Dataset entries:
>>>
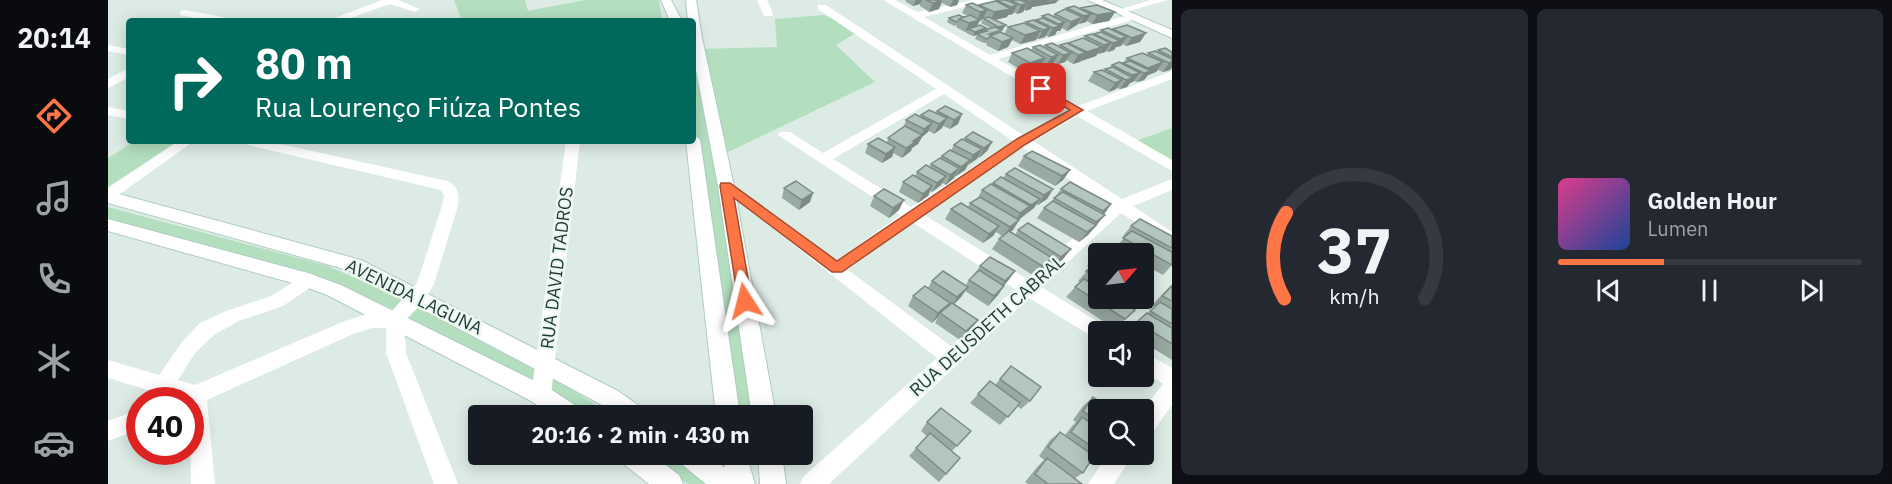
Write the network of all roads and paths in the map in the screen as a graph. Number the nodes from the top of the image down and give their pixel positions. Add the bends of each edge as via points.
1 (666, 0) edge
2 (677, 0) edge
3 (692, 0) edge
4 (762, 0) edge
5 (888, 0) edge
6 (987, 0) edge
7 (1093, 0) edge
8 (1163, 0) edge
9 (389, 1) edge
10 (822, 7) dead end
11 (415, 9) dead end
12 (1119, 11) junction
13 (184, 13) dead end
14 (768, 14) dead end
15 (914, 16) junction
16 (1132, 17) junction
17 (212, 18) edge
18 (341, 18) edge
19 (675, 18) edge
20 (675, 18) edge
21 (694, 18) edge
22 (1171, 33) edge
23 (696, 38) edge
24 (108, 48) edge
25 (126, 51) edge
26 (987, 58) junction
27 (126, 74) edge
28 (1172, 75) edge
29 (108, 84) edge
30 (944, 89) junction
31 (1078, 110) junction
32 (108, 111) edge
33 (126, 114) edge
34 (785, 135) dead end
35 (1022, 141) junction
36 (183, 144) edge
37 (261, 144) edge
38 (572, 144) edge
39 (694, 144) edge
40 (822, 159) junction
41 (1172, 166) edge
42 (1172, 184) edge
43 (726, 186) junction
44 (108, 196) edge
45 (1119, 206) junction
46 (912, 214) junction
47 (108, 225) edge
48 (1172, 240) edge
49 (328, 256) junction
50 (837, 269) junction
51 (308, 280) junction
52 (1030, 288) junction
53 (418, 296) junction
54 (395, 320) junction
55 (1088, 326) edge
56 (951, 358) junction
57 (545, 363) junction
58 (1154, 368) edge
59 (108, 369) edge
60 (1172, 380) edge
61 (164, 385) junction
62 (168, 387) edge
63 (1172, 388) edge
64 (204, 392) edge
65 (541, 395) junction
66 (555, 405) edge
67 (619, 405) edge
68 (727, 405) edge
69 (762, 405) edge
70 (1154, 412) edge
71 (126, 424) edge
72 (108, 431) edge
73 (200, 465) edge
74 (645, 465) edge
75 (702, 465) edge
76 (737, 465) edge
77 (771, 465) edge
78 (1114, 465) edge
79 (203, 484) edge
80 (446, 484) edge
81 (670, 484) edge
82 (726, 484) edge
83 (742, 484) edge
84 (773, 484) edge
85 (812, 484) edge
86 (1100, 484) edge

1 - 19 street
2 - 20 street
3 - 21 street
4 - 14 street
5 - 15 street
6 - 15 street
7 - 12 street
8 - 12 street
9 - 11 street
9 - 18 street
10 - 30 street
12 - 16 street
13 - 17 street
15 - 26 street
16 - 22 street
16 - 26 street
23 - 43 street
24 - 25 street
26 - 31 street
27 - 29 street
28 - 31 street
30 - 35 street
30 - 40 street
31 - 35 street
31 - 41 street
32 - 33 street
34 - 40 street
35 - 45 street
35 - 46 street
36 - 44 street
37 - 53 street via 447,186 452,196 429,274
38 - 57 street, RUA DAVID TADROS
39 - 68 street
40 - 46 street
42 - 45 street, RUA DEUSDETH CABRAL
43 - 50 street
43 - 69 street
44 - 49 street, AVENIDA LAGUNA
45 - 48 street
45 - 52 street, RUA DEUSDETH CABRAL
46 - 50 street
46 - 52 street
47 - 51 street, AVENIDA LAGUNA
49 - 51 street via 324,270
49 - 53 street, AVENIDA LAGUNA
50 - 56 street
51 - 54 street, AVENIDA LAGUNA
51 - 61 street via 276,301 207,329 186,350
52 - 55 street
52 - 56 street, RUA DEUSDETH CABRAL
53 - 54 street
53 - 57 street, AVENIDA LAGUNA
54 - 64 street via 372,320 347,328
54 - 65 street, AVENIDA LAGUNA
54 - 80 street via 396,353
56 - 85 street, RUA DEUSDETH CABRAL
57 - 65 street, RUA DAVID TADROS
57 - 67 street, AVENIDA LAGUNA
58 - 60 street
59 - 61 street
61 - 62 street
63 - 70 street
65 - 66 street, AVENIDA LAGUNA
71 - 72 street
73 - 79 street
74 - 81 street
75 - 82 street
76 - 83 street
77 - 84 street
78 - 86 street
<<<
Goal of the exercise
The job here is to find each line above with the word "TADROS" and copy it.

Your response
38 - 57 street, RUA DAVID TADROS
57 - 65 street, RUA DAVID TADROS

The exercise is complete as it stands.